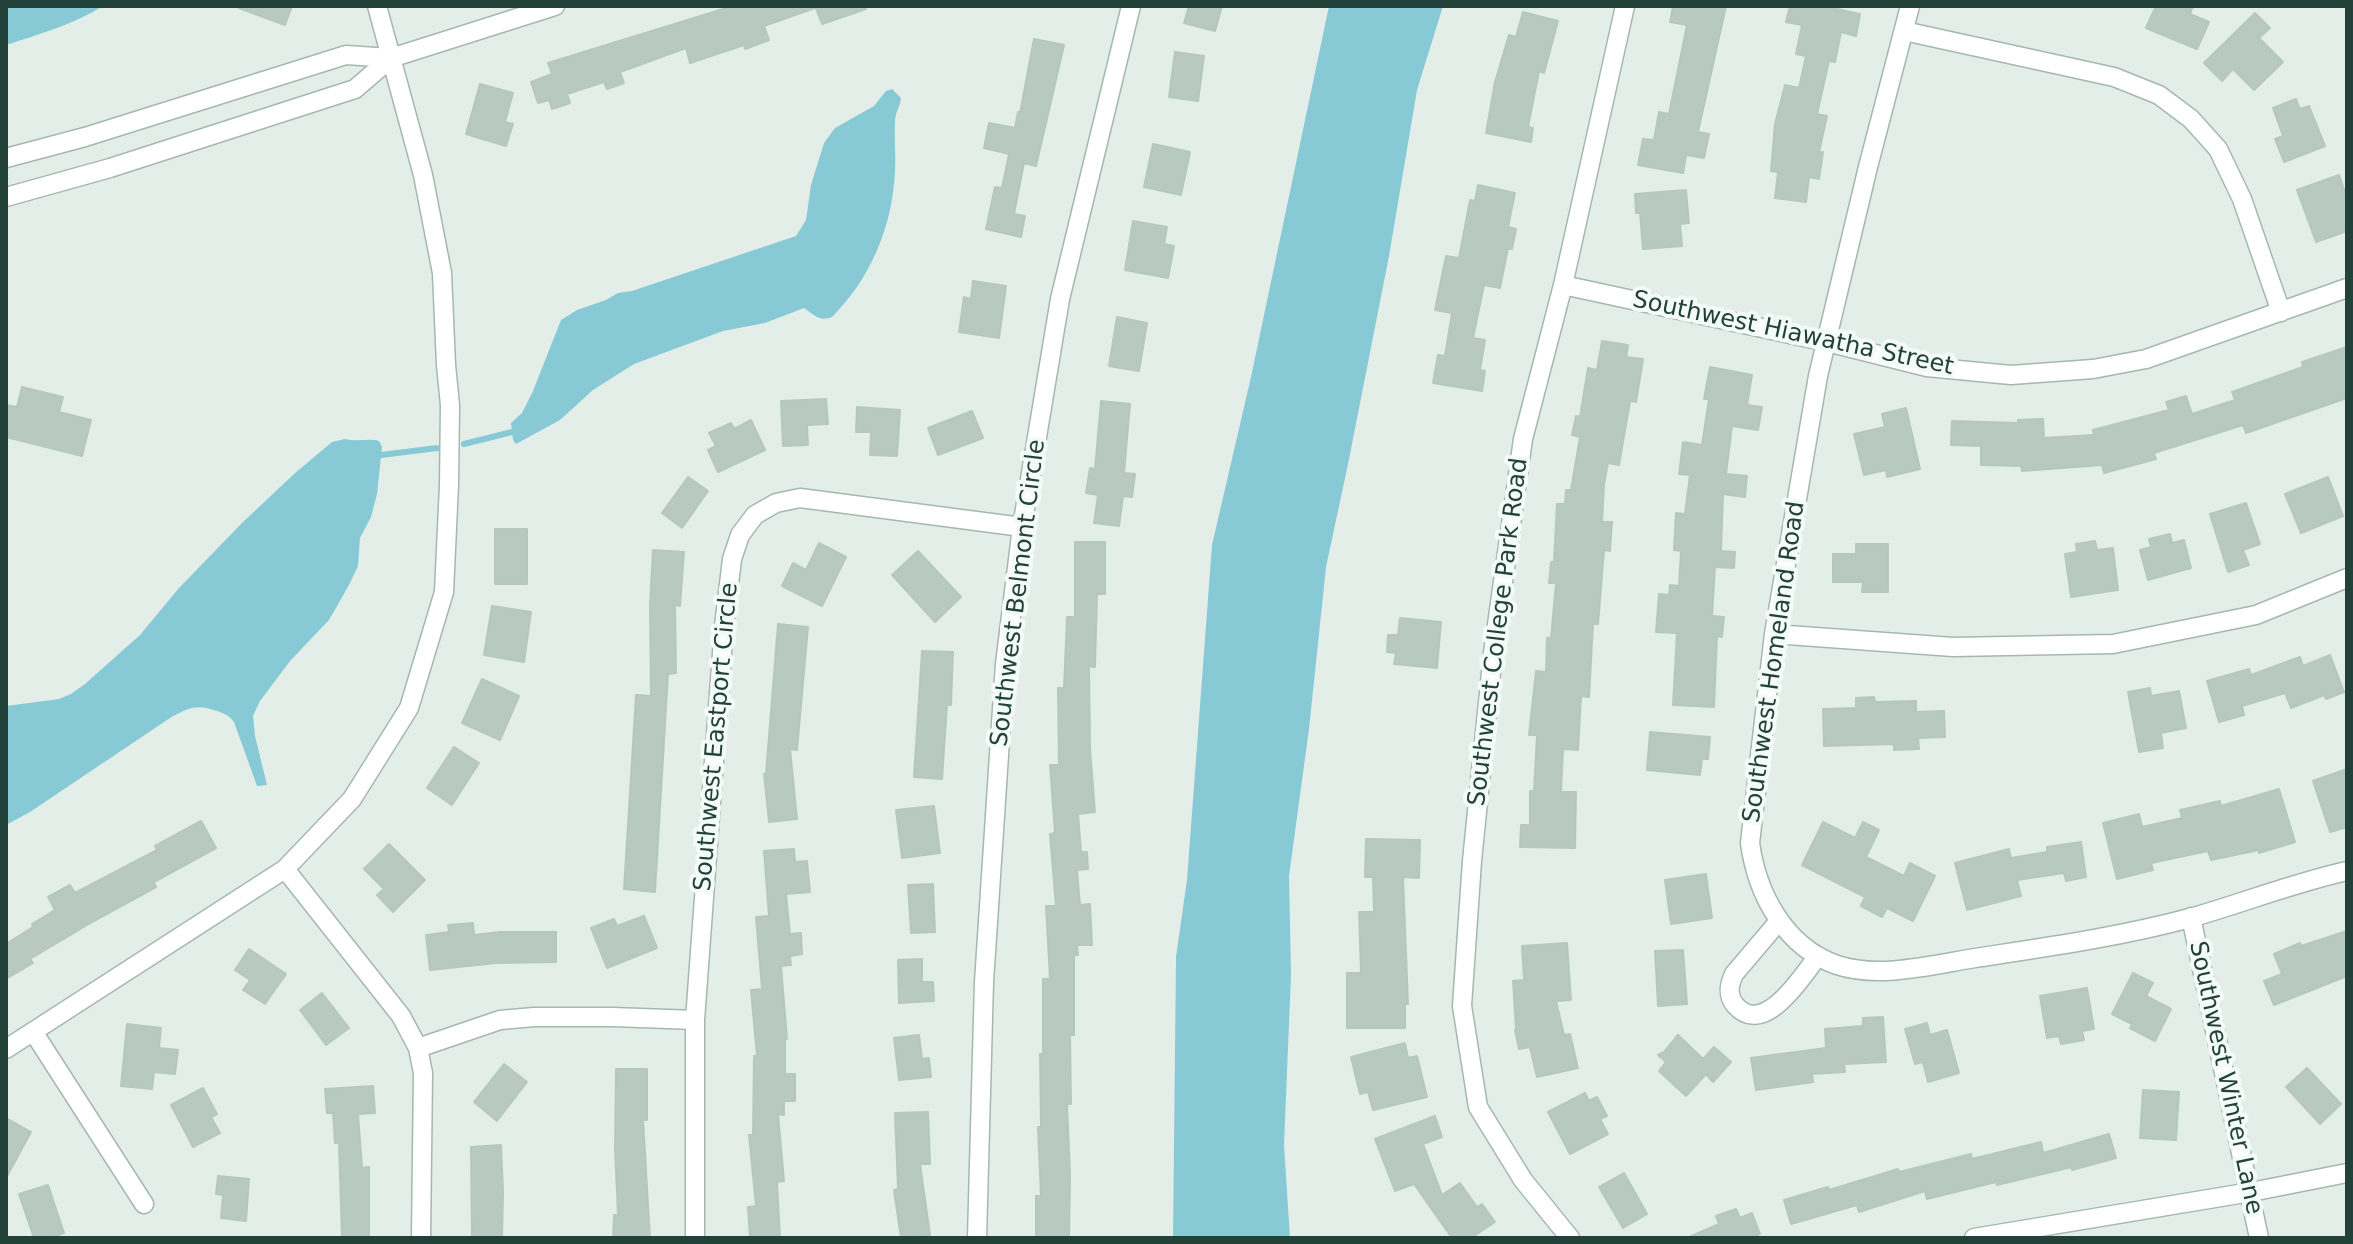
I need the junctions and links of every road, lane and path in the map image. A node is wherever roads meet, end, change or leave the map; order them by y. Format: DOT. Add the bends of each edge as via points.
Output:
graph roads {
  1 [pos="377,6"];
  2 [pos="555,6"];
  3 [pos="1131,6"];
  4 [pos="1625,6"];
  5 [pos="1910,6"];
  6 [pos="1904,31"];
  7 [pos="391,58"];
  8 [pos="6,158"];
  9 [pos="6,197"];
  10 [pos="1563,285"];
  11 [pos="2347,288"];
  12 [pos="2281,312"];
  13 [pos="1827,342"];
  14 [pos="1022,527"];
  15 [pos="2347,578"];
  16 [pos="1774,634"];
  17 [pos="285,869"];
  18 [pos="2347,871"];
  19 [pos="2191,917"];
  20 [pos="1779,921"];
  21 [pos="1818,956"];
  22 [pos="695,1020"];
  23 [pos="34,1033"];
  24 [pos="418,1048"];
  25 [pos="6,1049"];
  26 [pos="2347,1173"];
  27 [pos="2251,1192"];
  28 [pos="144,1204"];
  29 [pos="421,1238"];
  30 [pos="695,1238"];
  31 [pos="977,1238"];
  32 [pos="1570,1238"];
  33 [pos="1974,1238"];
  34 [pos="2259,1238"];
  1 -- 7 [label="street"];
  2 -- 7 [label="street"];
  3 -- 14 [label="street, Southwest Belmont Circle" via="1060,299"];
  4 -- 10 [label="street, Southwest College Park Road"];
  5 -- 6 [label="street, Southwest Homeland Road"];
  6 -- 12 [label="street" via="2114,77 2159,95 2218,149 2242,199"];
  6 -- 13 [label="street, Southwest Homeland Road"];
  7 -- 8 [label="street" via="346,55"];
  7 -- 9 [label="street" via="355,89"];
  7 -- 17 [label="street" via="423,175 442,273 450,405 444,592 409,708 352,799"];
  10 -- 13 [label="street, Southwest Hiawatha Street"];
  10 -- 32 [label="street, Southwest College Park Road" via="1523,439 1495,638 1462,1006 1478,1107 1523,1180"];
  11 -- 12 [label="street, Southwest Hiawatha Street"];
  12 -- 13 [label="street, Southwest Hiawatha Street" via="2146,359 2011,375 1927,367"];
  13 -- 16 [label="street, Southwest Homeland Road"];
  14 -- 22 [label="street, Southwest Eastport Circle" via="800,498 755,515 740,535 724,626"];
  14 -- 31 [label="street, Southwest Belmont Circle" via="1005,664 986,950"];
  15 -- 16 [label="street" via="2256,615 2113,644 1953,647"];
  16 -- 20 [label="street, Southwest Homeland Road" via="1750,843 1766,901"];
  17 -- 23 [label="street"];
  17 -- 24 [label="street" via="401,1016"];
  18 -- 19 [label="street, Southwest Homeland Road"];
  19 -- 21 [label="street, Southwest Homeland Road" via="2111,936 1885,972 1839,966"];
  19 -- 27 [label="street, Southwest Winter Lane"];
  20 -- 21 [label="street, Southwest Homeland Road"];
  20 -- 21 [label="street" via="1734,974 1729,994 1734,1004 1749,1013 1779,1005"];
  22 -- 24 [label="street" via="500,1020"];
  22 -- 30 [label="street, Southwest Eastport Circle"];
  23 -- 25 [label="street"];
  23 -- 28 [label="street"];
  24 -- 29 [label="street" via="423,1073"];
  26 -- 27 [label="street"];
  27 -- 33 [label="street"];
  27 -- 34 [label="street, Southwest Winter Lane"];
}
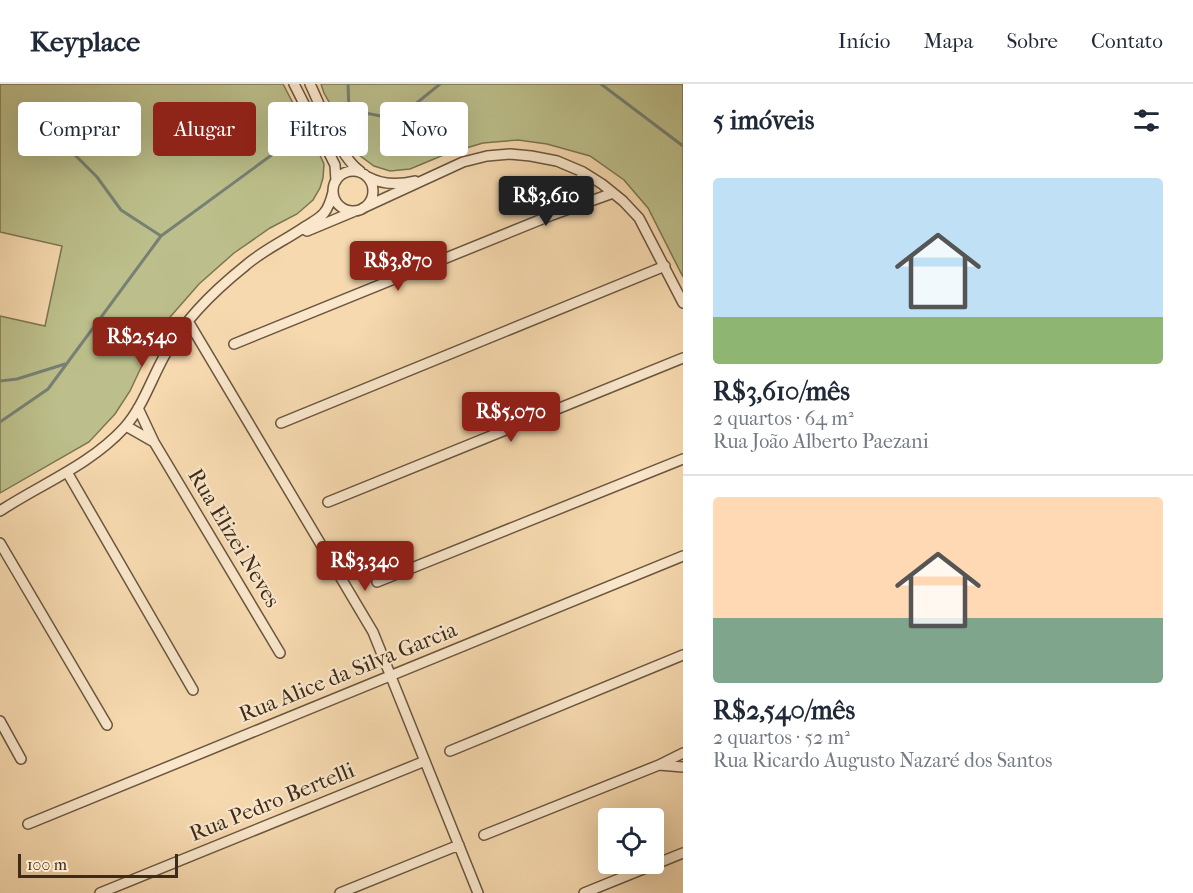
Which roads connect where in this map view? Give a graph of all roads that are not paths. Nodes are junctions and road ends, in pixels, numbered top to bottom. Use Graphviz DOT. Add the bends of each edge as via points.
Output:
graph roads {
  1 [pos="294,84"];
  2 [pos="310,84"];
  3 [pos="583,172"];
  4 [pos="364,174"];
  5 [pos="435,175"];
  6 [pos="336,181"];
  7 [pos="333,192"];
  8 [pos="613,193"];
  9 [pos="360,210"];
  10 [pos="552,215"];
  11 [pos="290,237"];
  12 [pos="664,266"];
  13 [pos="683,303"];
  14 [pos="188,321"];
  15 [pos="234,344"];
  16 [pos="683,358"];
  17 [pos="138,408"];
  18 [pos="281,423"];
  19 [pos="126,426"];
  20 [pos="154,442"];
  21 [pos="683,459"];
  22 [pos="67,472"];
  23 [pos="328,502"];
  24 [pos="0,511"];
  25 [pos="0,543"];
  26 [pos="683,556"];
  27 [pos="377,582"];
  28 [pos="280,653"];
  29 [pos="683,655"];
  30 [pos="390,676"];
  31 [pos="193,690"];
  32 [pos="0,721"];
  33 [pos="107,725"];
  34 [pos="450,751"];
  35 [pos="683,753"];
  36 [pos="21,759"];
  37 [pos="425,761"];
  38 [pos="659,765"];
  39 [pos="683,767"];
  40 [pos="28,824"];
  41 [pos="484,835"];
  42 [pos="459,845"];
  43 [pos="683,853"];
  44 [pos="100,893"];
  45 [pos="340,893"];
  46 [pos="478,893"];
  47 [pos="584,893"];
  1 -- 6 [label="street" via="333,161"];
  2 -- 4 [label="street" via="344,154"];
  3 -- 5 [label="street" via="557,161 510,154 463,162"];
  3 -- 8 [label="street"];
  3 -- 10 [label="street" via="574,193"];
  4 -- 5 [label="street" via="395,184"];
  4 -- 6 [label="street" via="345,172"];
  4 -- 9 [label="street" via="372,185 373,196"];
  5 -- 9 [label="street"];
  6 -- 7 [label="street"];
  7 -- 9 [label="street" via="341,207"];
  7 -- 11 [label="street" via="324,213"];
  8 -- 10 [label="street"];
  8 -- 12 [label="street" via="639,218"];
  9 -- 11 [label="street"];
  10 -- 15 [label="street"];
  11 -- 14 [label="street" via="246,265"];
  12 -- 13 [label="street"];
  12 -- 18 [label="street"];
  14 -- 17 [label="street" via="167,350"];
  14 -- 30 [label="street" via="374,632"];
  16 -- 23 [label="street"];
  17 -- 19 [label="street"];
  17 -- 20 [label="street, Rua Elizei Neves"];
  19 -- 20 [label="street, Rua Elizei Neves"];
  19 -- 22 [label="street" via="98,452"];
  20 -- 28 [label="street, Rua Elizei Neves"];
  21 -- 27 [label="street"];
  22 -- 24 [label="street"];
  22 -- 31 [label="street"];
  25 -- 33 [label="street"];
  26 -- 30 [label="street, Rua Alice da Silva Garcia"];
  29 -- 34 [label="street"];
  30 -- 37 [label="street"];
  30 -- 40 [label="street, Rua Alice da Silva Garcia"];
  32 -- 36 [label="street"];
  35 -- 38 [label="street"];
  37 -- 42 [label="street"];
  37 -- 44 [label="street, Rua Pedro Bertelli"];
  38 -- 39 [label="street"];
  38 -- 41 [label="street"];
  42 -- 45 [label="street"];
  42 -- 46 [label="street"];
  43 -- 47 [label="street"];
}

+++++

Task brief: All of the records should be set down exactly, minus the pictures they hold.

Task response:
I need the junctions and links of every road, lane and path in the map image. A node is wherever roads meet, end, change or leave the map; order them by y. Format: DOT. Add the bends of each edge as via points.
Output:
graph roads {
  1 [pos="377,6"];
  2 [pos="555,6"];
  3 [pos="1131,6"];
  4 [pos="1625,6"];
  5 [pos="1910,6"];
  6 [pos="1904,31"];
  7 [pos="391,58"];
  8 [pos="6,158"];
  9 [pos="6,197"];
  10 [pos="1563,285"];
  11 [pos="2347,288"];
  12 [pos="2281,312"];
  13 [pos="1827,342"];
  14 [pos="1022,527"];
  15 [pos="2347,578"];
  16 [pos="1774,634"];
  17 [pos="285,869"];
  18 [pos="2347,871"];
  19 [pos="2191,917"];
  20 [pos="1779,921"];
  21 [pos="1818,956"];
  22 [pos="695,1020"];
  23 [pos="34,1033"];
  24 [pos="418,1048"];
  25 [pos="6,1049"];
  26 [pos="2347,1173"];
  27 [pos="2251,1192"];
  28 [pos="144,1204"];
  29 [pos="421,1238"];
  30 [pos="695,1238"];
  31 [pos="977,1238"];
  32 [pos="1570,1238"];
  33 [pos="1974,1238"];
  34 [pos="2259,1238"];
  1 -- 7 [label="street"];
  2 -- 7 [label="street"];
  3 -- 14 [label="street, Southwest Belmont Circle" via="1060,299"];
  4 -- 10 [label="street, Southwest College Park Road"];
  5 -- 6 [label="street, Southwest Homeland Road"];
  6 -- 12 [label="street" via="2114,77 2159,95 2218,149 2242,199"];
  6 -- 13 [label="street, Southwest Homeland Road"];
  7 -- 8 [label="street" via="346,55"];
  7 -- 9 [label="street" via="355,89"];
  7 -- 17 [label="street" via="423,175 442,273 450,405 444,592 409,708 352,799"];
  10 -- 13 [label="street, Southwest Hiawatha Street"];
  10 -- 32 [label="street, Southwest College Park Road" via="1523,439 1495,638 1462,1006 1478,1107 1523,1180"];
  11 -- 12 [label="street, Southwest Hiawatha Street"];
  12 -- 13 [label="street, Southwest Hiawatha Street" via="2146,359 2011,375 1927,367"];
  13 -- 16 [label="street, Southwest Homeland Road"];
  14 -- 22 [label="street, Southwest Eastport Circle" via="800,498 755,515 740,535 724,626"];
  14 -- 31 [label="street, Southwest Belmont Circle" via="1005,664 986,950"];
  15 -- 16 [label="street" via="2256,615 2113,644 1953,647"];
  16 -- 20 [label="street, Southwest Homeland Road" via="1750,843 1766,901"];
  17 -- 23 [label="street"];
  17 -- 24 [label="street" via="401,1016"];
  18 -- 19 [label="street, Southwest Homeland Road"];
  19 -- 21 [label="street, Southwest Homeland Road" via="2111,936 1885,972 1839,966"];
  19 -- 27 [label="street, Southwest Winter Lane"];
  20 -- 21 [label="street, Southwest Homeland Road"];
  20 -- 21 [label="street" via="1734,974 1729,994 1734,1004 1749,1013 1779,1005"];
  22 -- 24 [label="street" via="500,1020"];
  22 -- 30 [label="street, Southwest Eastport Circle"];
  23 -- 25 [label="street"];
  23 -- 28 [label="street"];
  24 -- 29 [label="street" via="423,1073"];
  26 -- 27 [label="street"];
  27 -- 33 [label="street"];
  27 -- 34 [label="street, Southwest Winter Lane"];
}
Which roads connect where in this map view? Give a graph of all roads that are not paths. Nodes are junctions and road ends, in pixels, numbered top to bottom. Use Graphviz DOT. Add the bends of each edge as via points.
Output:
graph roads {
  1 [pos="294,84"];
  2 [pos="310,84"];
  3 [pos="583,172"];
  4 [pos="364,174"];
  5 [pos="435,175"];
  6 [pos="336,181"];
  7 [pos="333,192"];
  8 [pos="613,193"];
  9 [pos="360,210"];
  10 [pos="552,215"];
  11 [pos="290,237"];
  12 [pos="664,266"];
  13 [pos="683,303"];
  14 [pos="188,321"];
  15 [pos="234,344"];
  16 [pos="683,358"];
  17 [pos="138,408"];
  18 [pos="281,423"];
  19 [pos="126,426"];
  20 [pos="154,442"];
  21 [pos="683,459"];
  22 [pos="67,472"];
  23 [pos="328,502"];
  24 [pos="0,511"];
  25 [pos="0,543"];
  26 [pos="683,556"];
  27 [pos="377,582"];
  28 [pos="280,653"];
  29 [pos="683,655"];
  30 [pos="390,676"];
  31 [pos="193,690"];
  32 [pos="0,721"];
  33 [pos="107,725"];
  34 [pos="450,751"];
  35 [pos="683,753"];
  36 [pos="21,759"];
  37 [pos="425,761"];
  38 [pos="659,765"];
  39 [pos="683,767"];
  40 [pos="28,824"];
  41 [pos="484,835"];
  42 [pos="459,845"];
  43 [pos="683,853"];
  44 [pos="100,893"];
  45 [pos="340,893"];
  46 [pos="478,893"];
  47 [pos="584,893"];
  1 -- 6 [label="street" via="333,161"];
  2 -- 4 [label="street" via="344,154"];
  3 -- 5 [label="street" via="557,161 510,154 463,162"];
  3 -- 8 [label="street"];
  3 -- 10 [label="street" via="574,193"];
  4 -- 5 [label="street" via="395,184"];
  4 -- 6 [label="street" via="345,172"];
  4 -- 9 [label="street" via="372,185 373,196"];
  5 -- 9 [label="street"];
  6 -- 7 [label="street"];
  7 -- 9 [label="street" via="341,207"];
  7 -- 11 [label="street" via="324,213"];
  8 -- 10 [label="street"];
  8 -- 12 [label="street" via="639,218"];
  9 -- 11 [label="street"];
  10 -- 15 [label="street"];
  11 -- 14 [label="street" via="246,265"];
  12 -- 13 [label="street"];
  12 -- 18 [label="street"];
  14 -- 17 [label="street" via="167,350"];
  14 -- 30 [label="street" via="374,632"];
  16 -- 23 [label="street"];
  17 -- 19 [label="street"];
  17 -- 20 [label="street, Rua Elizei Neves"];
  19 -- 20 [label="street, Rua Elizei Neves"];
  19 -- 22 [label="street" via="98,452"];
  20 -- 28 [label="street, Rua Elizei Neves"];
  21 -- 27 [label="street"];
  22 -- 24 [label="street"];
  22 -- 31 [label="street"];
  25 -- 33 [label="street"];
  26 -- 30 [label="street, Rua Alice da Silva Garcia"];
  29 -- 34 [label="street"];
  30 -- 37 [label="street"];
  30 -- 40 [label="street, Rua Alice da Silva Garcia"];
  32 -- 36 [label="street"];
  35 -- 38 [label="street"];
  37 -- 42 [label="street"];
  37 -- 44 [label="street, Rua Pedro Bertelli"];
  38 -- 39 [label="street"];
  38 -- 41 [label="street"];
  42 -- 45 [label="street"];
  42 -- 46 [label="street"];
  43 -- 47 [label="street"];
}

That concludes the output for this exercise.